Of all the facets of Maryland's lacrosse tradition, first-year coach John Tillman prioritized reconnecting with the program's penchant for producing tough, rugged, self-made players above nearly anything else.
Of all the players he inherited, few embody those traits quite like Dan Burns, whose unseeded Terrapins (11-4) will meet top-seeded Syracuse (15-1) in the NCAA tournament quarterfinals Sunday in Foxborough, Mass.
The fifth-year senior arrived as a small, fast midfielder intent on impressing coaches through his conditioning work during a redshirt year. And he did, developing into one of Maryland's most valuable players in the latter half of his career. Despite an atypical career arc, he's the precise sort of player Tillman covets.
"He's one of those guys in this day and age with the Internet and access to information, he's still a little bit of a throwback," Tillman said. "He doesn't really know a lot of players on the other teams. He's not really into that, but he's a competitive guy."
Burns' return from a preseason back injury midway through the season proved crucial. He missed the first seven games, chafing at the lost time even though the possibility of even practicing was unlikely nearly the entire time.
His absence left the Terps inexperienced at short stick defensive midfield, perhaps the most unheralded position on the field. And it also came during a stretch that saw Maryland occasionally coast through games, which eventually proved costly.

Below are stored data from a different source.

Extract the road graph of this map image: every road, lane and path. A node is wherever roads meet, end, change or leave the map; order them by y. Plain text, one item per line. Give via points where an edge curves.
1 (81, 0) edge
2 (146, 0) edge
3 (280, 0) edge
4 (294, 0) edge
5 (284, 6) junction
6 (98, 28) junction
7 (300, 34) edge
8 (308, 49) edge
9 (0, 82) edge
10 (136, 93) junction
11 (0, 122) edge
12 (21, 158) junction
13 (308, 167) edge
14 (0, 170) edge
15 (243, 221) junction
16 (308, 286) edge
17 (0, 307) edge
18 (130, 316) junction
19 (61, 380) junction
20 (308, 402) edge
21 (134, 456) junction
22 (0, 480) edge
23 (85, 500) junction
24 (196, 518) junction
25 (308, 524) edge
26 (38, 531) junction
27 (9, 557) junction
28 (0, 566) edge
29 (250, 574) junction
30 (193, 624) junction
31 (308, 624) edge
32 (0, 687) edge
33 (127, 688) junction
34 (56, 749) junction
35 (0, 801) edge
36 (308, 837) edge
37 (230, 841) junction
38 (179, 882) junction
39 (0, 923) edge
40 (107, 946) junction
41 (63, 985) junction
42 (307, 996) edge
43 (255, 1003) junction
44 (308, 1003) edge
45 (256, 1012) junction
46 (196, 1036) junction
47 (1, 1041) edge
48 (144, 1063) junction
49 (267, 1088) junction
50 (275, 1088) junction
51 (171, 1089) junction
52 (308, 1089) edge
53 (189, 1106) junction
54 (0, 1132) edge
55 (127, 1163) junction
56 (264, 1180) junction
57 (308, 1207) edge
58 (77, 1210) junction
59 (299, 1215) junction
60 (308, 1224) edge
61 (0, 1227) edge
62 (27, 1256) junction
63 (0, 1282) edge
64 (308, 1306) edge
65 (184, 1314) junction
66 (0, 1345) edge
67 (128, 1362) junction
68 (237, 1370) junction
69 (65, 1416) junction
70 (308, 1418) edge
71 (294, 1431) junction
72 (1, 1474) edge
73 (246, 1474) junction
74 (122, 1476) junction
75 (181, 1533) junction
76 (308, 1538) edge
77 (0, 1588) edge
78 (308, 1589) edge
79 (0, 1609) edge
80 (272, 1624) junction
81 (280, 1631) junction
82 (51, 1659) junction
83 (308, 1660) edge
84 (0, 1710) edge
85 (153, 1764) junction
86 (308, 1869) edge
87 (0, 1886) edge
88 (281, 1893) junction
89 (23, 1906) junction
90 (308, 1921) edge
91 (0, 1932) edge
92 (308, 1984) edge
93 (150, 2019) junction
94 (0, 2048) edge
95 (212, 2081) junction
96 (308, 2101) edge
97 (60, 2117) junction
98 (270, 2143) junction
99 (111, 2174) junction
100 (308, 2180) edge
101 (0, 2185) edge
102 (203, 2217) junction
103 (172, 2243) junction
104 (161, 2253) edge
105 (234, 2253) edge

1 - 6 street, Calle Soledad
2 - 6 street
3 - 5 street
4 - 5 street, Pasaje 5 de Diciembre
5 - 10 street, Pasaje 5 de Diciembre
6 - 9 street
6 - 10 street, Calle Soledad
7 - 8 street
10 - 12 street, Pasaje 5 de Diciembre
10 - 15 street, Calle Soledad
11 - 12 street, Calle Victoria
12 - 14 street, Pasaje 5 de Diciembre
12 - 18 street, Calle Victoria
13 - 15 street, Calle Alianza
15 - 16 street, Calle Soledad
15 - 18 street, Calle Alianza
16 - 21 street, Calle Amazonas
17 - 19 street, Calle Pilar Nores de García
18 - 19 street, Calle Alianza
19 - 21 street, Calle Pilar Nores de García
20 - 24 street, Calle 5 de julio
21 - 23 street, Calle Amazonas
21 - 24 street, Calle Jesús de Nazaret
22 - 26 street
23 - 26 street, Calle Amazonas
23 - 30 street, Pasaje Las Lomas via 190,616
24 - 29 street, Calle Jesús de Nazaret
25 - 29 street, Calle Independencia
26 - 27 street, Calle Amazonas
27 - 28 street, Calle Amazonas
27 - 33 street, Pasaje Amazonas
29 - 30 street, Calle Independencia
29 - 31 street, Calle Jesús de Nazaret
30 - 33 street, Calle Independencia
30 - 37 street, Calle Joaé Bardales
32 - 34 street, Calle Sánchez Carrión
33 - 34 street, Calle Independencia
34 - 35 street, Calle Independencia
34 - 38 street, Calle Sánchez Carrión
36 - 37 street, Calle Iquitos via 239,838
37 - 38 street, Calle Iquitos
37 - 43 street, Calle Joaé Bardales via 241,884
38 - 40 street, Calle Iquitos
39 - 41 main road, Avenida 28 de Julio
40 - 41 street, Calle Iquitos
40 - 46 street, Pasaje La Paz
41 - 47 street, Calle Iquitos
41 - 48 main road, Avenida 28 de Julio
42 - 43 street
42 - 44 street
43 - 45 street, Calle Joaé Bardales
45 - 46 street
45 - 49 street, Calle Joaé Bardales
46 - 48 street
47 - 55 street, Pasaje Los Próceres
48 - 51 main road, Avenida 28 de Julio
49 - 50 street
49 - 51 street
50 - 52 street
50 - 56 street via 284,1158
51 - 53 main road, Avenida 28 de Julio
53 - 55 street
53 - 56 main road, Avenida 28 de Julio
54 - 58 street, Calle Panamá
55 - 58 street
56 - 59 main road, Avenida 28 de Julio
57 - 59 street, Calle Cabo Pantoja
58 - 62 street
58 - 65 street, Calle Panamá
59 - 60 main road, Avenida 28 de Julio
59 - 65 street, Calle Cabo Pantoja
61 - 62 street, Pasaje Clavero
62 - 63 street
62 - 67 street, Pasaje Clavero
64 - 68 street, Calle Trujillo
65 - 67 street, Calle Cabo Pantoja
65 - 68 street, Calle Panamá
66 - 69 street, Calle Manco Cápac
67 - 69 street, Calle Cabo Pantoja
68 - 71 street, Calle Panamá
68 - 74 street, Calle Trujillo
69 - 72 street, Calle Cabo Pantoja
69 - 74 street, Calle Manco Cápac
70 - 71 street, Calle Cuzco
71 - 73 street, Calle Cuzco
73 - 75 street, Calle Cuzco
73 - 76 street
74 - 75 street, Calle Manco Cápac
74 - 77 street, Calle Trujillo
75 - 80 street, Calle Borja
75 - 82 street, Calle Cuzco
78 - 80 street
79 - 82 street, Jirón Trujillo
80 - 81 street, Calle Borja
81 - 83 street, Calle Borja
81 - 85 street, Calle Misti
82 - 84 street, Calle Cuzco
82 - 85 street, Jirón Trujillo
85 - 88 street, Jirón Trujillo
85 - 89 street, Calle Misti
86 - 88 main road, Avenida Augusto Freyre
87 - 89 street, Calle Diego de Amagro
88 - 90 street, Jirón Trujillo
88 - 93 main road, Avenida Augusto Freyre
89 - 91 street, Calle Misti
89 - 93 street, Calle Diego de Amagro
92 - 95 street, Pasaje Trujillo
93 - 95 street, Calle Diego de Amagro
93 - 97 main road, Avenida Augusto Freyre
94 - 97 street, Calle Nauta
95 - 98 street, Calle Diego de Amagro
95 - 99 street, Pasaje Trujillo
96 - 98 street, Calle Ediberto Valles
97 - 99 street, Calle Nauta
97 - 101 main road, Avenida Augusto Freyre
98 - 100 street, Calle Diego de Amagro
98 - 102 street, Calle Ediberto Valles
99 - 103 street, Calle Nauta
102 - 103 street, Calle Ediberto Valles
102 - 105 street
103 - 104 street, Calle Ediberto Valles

Burns made his season debut in a limited capacity in an 11-6 loss to North Carolina on March 26. The result was sobering, and Burns' return was empowering for a player cautious to be critical when he couldn't be on the field.
"Any time you're a captain or a leader on a team, it's easier to lead by example," Burns said. "It's also easier to help guys out and criticize each other when you're out there doing the sprints with everybody, sweating and falling on the ground. When you're on the sideline, guys will still listen, but from my standpoint I don't feel as comfortable telling people what to do unless I'm out there doing it with them."
He wasn't at full strength initially, managing only a half-hour of practice before his first game. But eventually he regained his speed, which always made him a dangerous element in transition as a complement to long pole Brian Farrell.
It also helped settle Maryland by injecting a player with a history of thriving in tough matchups into the defensive midfield and faceoff wings.
"Once he gets going, there's not a better D-middie in the country," Farrell said. "That helps out so many aspects of our game. You know if you put him on their second-best or even best dodgers, he's going to do a good job."
He's thrived all over the field at Maryland. Burns was used as a two-way midfielder a year ago, starting nine games on offense and collecting seven points. The Terps' starting defensive midfielders graduated to leave a hole - one Burns happily filled once he was back from his early season injury, even if the statistical rewards (17 groundballs, six caused turnovers) aren't as easy to recognize.
"I kind of thought I would go to a more defensive role just to get some consistency back there," Burns said. "We have a lot of offensive guys who are really emerging and doing a good job this year. I'm fine with it. I love playing defense."
Particularly if it can get him to Memorial Day weekend for the first time. Maryland hasn't reached the final four since 2006, and Burns will be crucial if Maryland is to contain a capable Orange offense - both with his work and his words.
"He does pride himself on working hard, and he sends that message over and over again to the guys," Tillman said. "'Hey, let's make sure we pick up groundballs, let's make sure we get back on defense.' He echoes a lot of things we say."